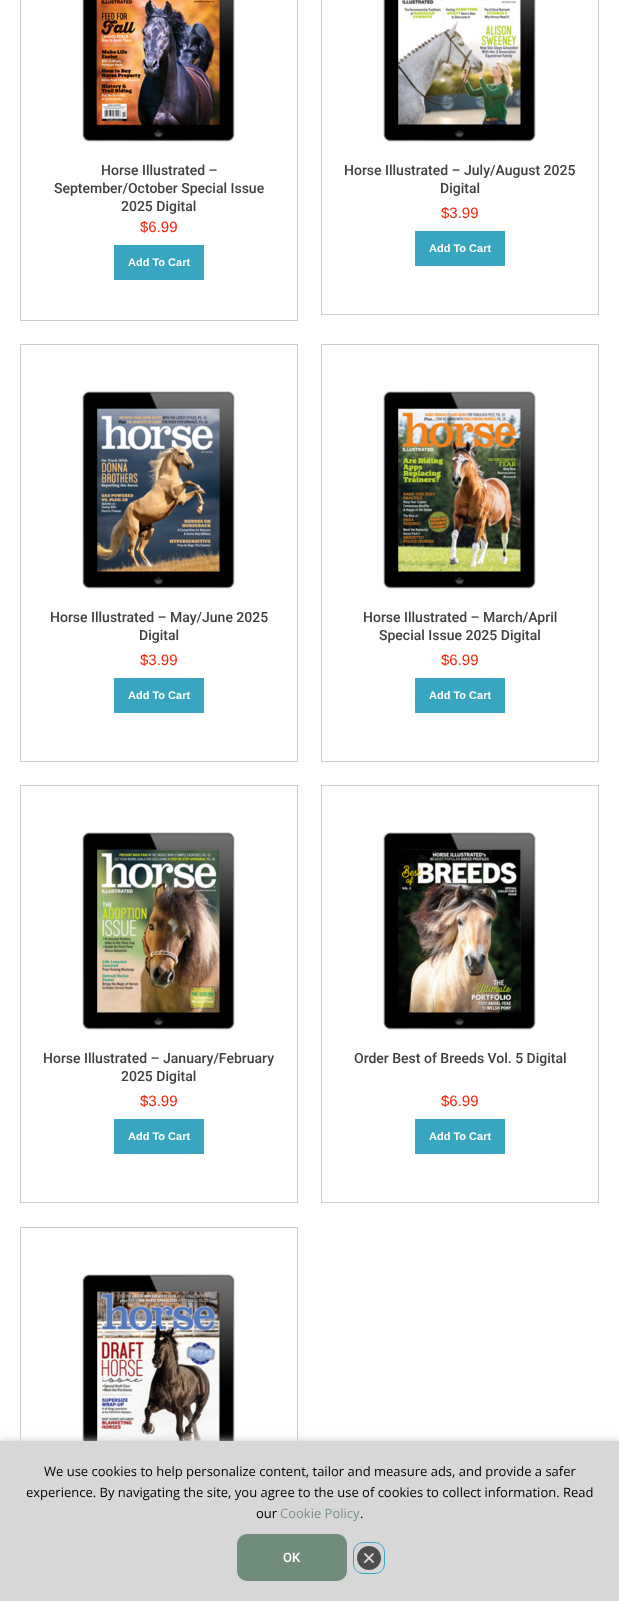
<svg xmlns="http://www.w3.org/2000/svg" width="619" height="1601">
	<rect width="100%" height="100%" fill="#FFFFFF" />
	<rect x="20.5" y="-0.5" width="277" height="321" fill="none" stroke="#CCCCCC" />
	<image x="82" y="0" width="153" height="142" href="assets/img1.png" />
	<g font-family="Roboto" font-size="14" font-weight="500" fill="#404040">
		<text x="101" y="175">Horse Illustrated –</text>
		<text x="54" y="193">September/October Special Issue</text>
		<text x="121" y="211">2025 Digital</text>
	</g>
	<text x="140" y="232" font-family="Liberation Sans" font-size="15" fill="#F32307">$6.99</text>
	<rect x="114" y="245" width="90" height="35" fill="#38A6C1" />
	<text x="128" y="266" font-family="Liberation Sans" font-size="11" font-weight="700" fill="#FFFFFF">Add To Cart</text>
	<rect x="321.5" y="-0.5" width="277" height="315" fill="none" stroke="#CCCCCC" />
	<image x="383" y="0" width="153" height="142" href="assets/img2.png" />
	<g font-family="Roboto" font-size="14" font-weight="500" fill="#404040">
		<text x="344" y="175">Horse Illustrated – July/August 2025</text>
		<text x="440" y="193">Digital</text>
	</g>
	<text x="441" y="218" font-family="Liberation Sans" font-size="15" fill="#F32307">$3.99</text>
	<rect x="415" y="231" width="90" height="35" fill="#38A6C1" />
	<text x="429" y="252" font-family="Liberation Sans" font-size="11" font-weight="700" fill="#FFFFFF">Add To Cart</text>
	<rect x="20.5" y="344.5" width="277" height="417" fill="none" stroke="#CCCCCC" />
	<image x="82" y="391" width="153" height="198" href="assets/img3.png" />
	<g font-family="Roboto" font-size="14" font-weight="500" fill="#404040">
		<text x="50" y="622">Horse Illustrated – May/June 2025</text>
		<text x="139" y="640">Digital</text>
	</g>
	<text x="140" y="665" font-family="Liberation Sans" font-size="15" fill="#F32307">$3.99</text>
	<rect x="114" y="678" width="90" height="35" fill="#38A6C1" />
	<text x="128" y="699" font-family="Liberation Sans" font-size="11" font-weight="700" fill="#FFFFFF">Add To Cart</text>
	<rect x="321.5" y="344.5" width="277" height="417" fill="none" stroke="#CCCCCC" />
	<image x="383" y="391" width="153" height="198" href="assets/img4.png" />
	<g font-family="Roboto" font-size="14" font-weight="500" fill="#404040">
		<text x="363" y="622">Horse Illustrated – March/April</text>
		<text x="379" y="640">Special Issue 2025 Digital</text>
	</g>
	<text x="441" y="665" font-family="Liberation Sans" font-size="15" fill="#F32307">$6.99</text>
	<rect x="415" y="678" width="90" height="35" fill="#38A6C1" />
	<text x="429" y="699" font-family="Liberation Sans" font-size="11" font-weight="700" fill="#FFFFFF">Add To Cart</text>
	<rect x="20.5" y="785.5" width="277" height="417" fill="none" stroke="#CCCCCC" />
	<image x="82" y="832" width="153" height="198" href="assets/img5.png" />
	<g font-family="Roboto" font-size="14" font-weight="500" fill="#404040">
		<text x="43" y="1063">Horse Illustrated – January/February</text>
		<text x="121" y="1081">2025 Digital</text>
	</g>
	<text x="140" y="1106" font-family="Liberation Sans" font-size="15" fill="#F32307">$3.99</text>
	<rect x="114" y="1119" width="90" height="35" fill="#38A6C1" />
	<text x="128" y="1140" font-family="Liberation Sans" font-size="11" font-weight="700" fill="#FFFFFF">Add To Cart</text>
	<rect x="321.5" y="785.5" width="277" height="417" fill="none" stroke="#CCCCCC" />
	<image x="383" y="832" width="153" height="198" href="assets/img6.png" />
	<text x="354" y="1063" font-family="Roboto" font-size="14" font-weight="500" fill="#404040">Order Best of Breeds Vol. 5 Digital</text>
	<text x="441" y="1106" font-family="Liberation Sans" font-size="15" fill="#F32307">$6.99</text>
	<rect x="415" y="1119" width="90" height="35" fill="#38A6C1" />
	<text x="429" y="1140" font-family="Liberation Sans" font-size="11" font-weight="700" fill="#FFFFFF">Add To Cart</text>
	<rect x="20.5" y="1227.5" width="277" height="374" fill="none" stroke="#CCCCCC" />
	<image x="82" y="1274" width="153" height="167" href="assets/img7.png" />
	<rect x="0" y="1441" width="619" height="160" fill="#CCCCCC" filter="blur(4px)" />
	<rect x="0" y="1441" width="619" height="160" fill="#D7D7D7" />
	<g font-family="Open Sans" font-size="13" fill="#000000">
		<text x="44" y="1476">We use cookies to help personalize content, tailor and measure ads, and provide a safer</text>
		<text x="26" y="1497">experience. By navigating the site, you agree to the use of cookies to collect information. Read</text>
		<text x="256" y="1518">our</text>
	</g>
	<text x="280" y="1518" font-family="Open Sans" font-size="13" fill="#789282">Cookie Policy</text>
	<text x="360" y="1518" font-family="Open Sans" font-size="13" fill="#000000">.</text>
	<rect x="237" y="1534" width="110" height="47" rx="10" fill="#718C7B" />
	<text x="283" y="1562" font-family="Roboto" font-size="13" font-weight="500" fill="#FFFFFF">OK</text>
	<image x="357" y="1546" width="24" height="24" href="assets/img8.png" />
	<rect x="353.5" y="1542.5" width="31" height="31" rx="9.5" fill="none" stroke="#38A6C1" />
</svg>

◇ ◇ ◇ ◇ ◇

*PROBLEM STATEMENT*: Lines holding the word "none" should be copied from the entries above.

*TASK OUTPUT*:
	<rect x="20.5" y="-0.5" width="277" height="321" fill="none" stroke="#CCCCCC" />
	<rect x="321.5" y="-0.5" width="277" height="315" fill="none" stroke="#CCCCCC" />
	<rect x="20.5" y="344.5" width="277" height="417" fill="none" stroke="#CCCCCC" />
	<rect x="321.5" y="344.5" width="277" height="417" fill="none" stroke="#CCCCCC" />
	<rect x="20.5" y="785.5" width="277" height="417" fill="none" stroke="#CCCCCC" />
	<rect x="321.5" y="785.5" width="277" height="417" fill="none" stroke="#CCCCCC" />
	<rect x="20.5" y="1227.5" width="277" height="374" fill="none" stroke="#CCCCCC" />
	<rect x="353.5" y="1542.5" width="31" height="31" rx="9.5" fill="none" stroke="#38A6C1" />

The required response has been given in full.